» **PROBLEM REQUIREMENTS**: Scan the entries below line by line and state how many lines contain the string "roads", giving only the number.

[Stored data]
——————————

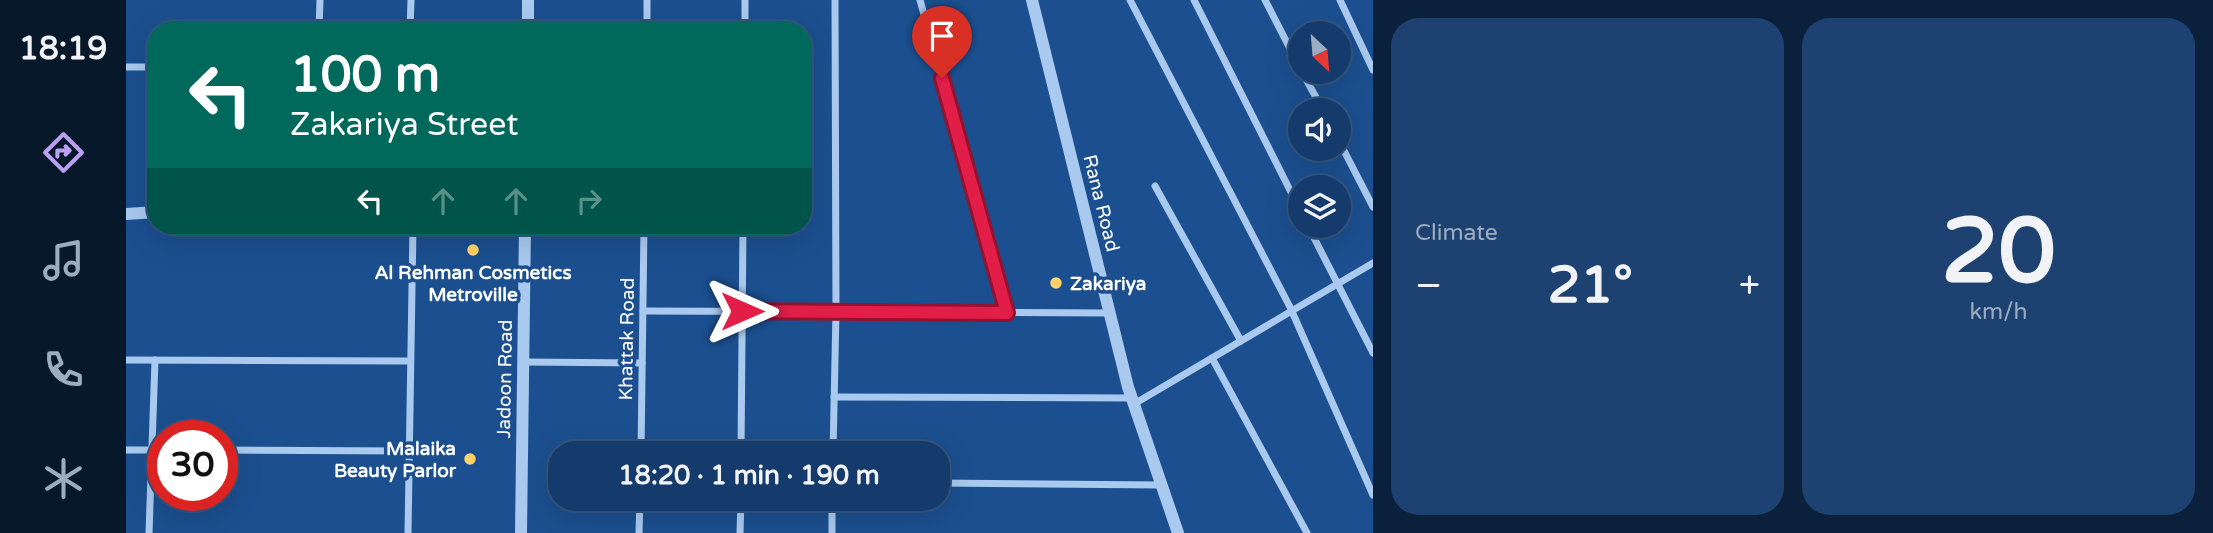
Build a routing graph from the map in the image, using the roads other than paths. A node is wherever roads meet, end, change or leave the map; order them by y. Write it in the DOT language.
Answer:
graph roads {
  1 [pos="320,0"];
  2 [pos="411,0"];
  3 [pos="528,0"];
  4 [pos="647,0"];
  5 [pos="745,0"];
  6 [pos="835,0"];
  7 [pos="920,0"];
  8 [pos="1032,0"];
  9 [pos="1130,0"];
  10 [pos="1194,0"];
  11 [pos="1265,0"];
  12 [pos="1340,0"];
  13 [pos="319,21"];
  14 [pos="410,21"];
  15 [pos="528,21"];
  16 [pos="647,21"];
  17 [pos="744,21"];
  18 [pos="1288,45"];
  19 [pos="126,67"];
  20 [pos="147,67"];
  21 [pos="1373,70"];
  22 [pos="1349,161"];
  23 [pos="1155,186"];
  24 [pos="1288,186"];
  25 [pos="1373,207"];
  26 [pos="147,213"];
  27 [pos="126,214"];
  28 [pos="413,235"];
  29 [pos="525,235"];
  30 [pos="644,235"];
  31 [pos="743,235"];
  32 [pos="1314,238"];
  33 [pos="1373,263"];
  34 [pos="1338,284"];
  35 [pos="643,311"];
  36 [pos="742,311"];
  37 [pos="1292,311"];
  38 [pos="836,312"];
  39 [pos="1007,313"];
  40 [pos="1110,313"];
  41 [pos="1241,341"];
  42 [pos="1373,353"];
  43 [pos="1212,358"];
  44 [pos="126,360"];
  45 [pos="155,360"];
  46 [pos="409,361"];
  47 [pos="523,362"];
  48 [pos="642,363"];
  49 [pos="834,397"];
  50 [pos="1133,401"];
  51 [pos="152,420"];
  52 [pos="640,441"];
  53 [pos="741,441"];
  54 [pos="833,441"];
  55 [pos="126,450"];
  56 [pos="147,450"];
  57 [pos="238,450"];
  58 [pos="408,451"];
  59 [pos="950,483"];
  60 [pos="1161,485"];
  61 [pos="1373,495"];
  62 [pos="150,511"];
  63 [pos="640,511"];
  64 [pos="741,511"];
  65 [pos="832,511"];
  66 [pos="149,533"];
  67 [pos="408,533"];
  68 [pos="521,533"];
  69 [pos="639,533"];
  70 [pos="740,533"];
  71 [pos="832,533"];
  72 [pos="1178,533"];
  73 [pos="1307,533"];
  1 -- 13 [label="street"];
  2 -- 14 [label="street"];
  3 -- 15 [label="street"];
  4 -- 16 [label="street"];
  5 -- 17 [label="street"];
  6 -- 38 [label="street"];
  7 -- 39 [label="street"];
  8 -- 40 [label="street, Rana Road"];
  9 -- 37 [label="street"];
  10 -- 24 [label="street"];
  11 -- 18 [label="street"];
  12 -- 21 [label="street"];
  19 -- 20 [label="street"];
  22 -- 25 [label="street"];
  23 -- 41 [label="street"];
  26 -- 27 [label="street"];
  28 -- 46 [label="street"];
  29 -- 47 [label="street, Jadoon Road"];
  30 -- 35 [label="street, Khattak Road"];
  31 -- 36 [label="street"];
  32 -- 34 [label="street"];
  33 -- 34 [label="street"];
  34 -- 37 [label="street"];
  34 -- 42 [label="street"];
  35 -- 36 [label="street"];
  35 -- 48 [label="street, Khattak Road"];
  36 -- 38 [label="street"];
  36 -- 53 [label="street"];
  37 -- 41 [label="street"];
  37 -- 61 [label="street"];
  38 -- 39 [label="street"];
  38 -- 49 [label="street"];
  39 -- 40 [label="street"];
  40 -- 50 [label="street, Rana Road"];
  41 -- 43 [label="street"];
  43 -- 50 [label="street"];
  43 -- 73 [label="street"];
  44 -- 45 [label="street"];
  45 -- 46 [label="street"];
  45 -- 51 [label="street"];
  46 -- 58 [label="street"];
  47 -- 48 [label="street"];
  47 -- 68 [label="street, Jadoon Road"];
  48 -- 52 [label="street, Khattak Road"];
  49 -- 50 [label="street"];
  49 -- 54 [label="street"];
  50 -- 60 [label="street, Rana Road"];
  55 -- 56 [label="street"];
  57 -- 58 [label="street"];
  58 -- 67 [label="street"];
  59 -- 60 [label="street"];
  60 -- 72 [label="street, Rana Road"];
  62 -- 66 [label="street"];
  63 -- 69 [label="street"];
  64 -- 70 [label="street"];
  65 -- 71 [label="street"];
}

——————————

» **SOLUTION TO THIS PROBLEM**: 2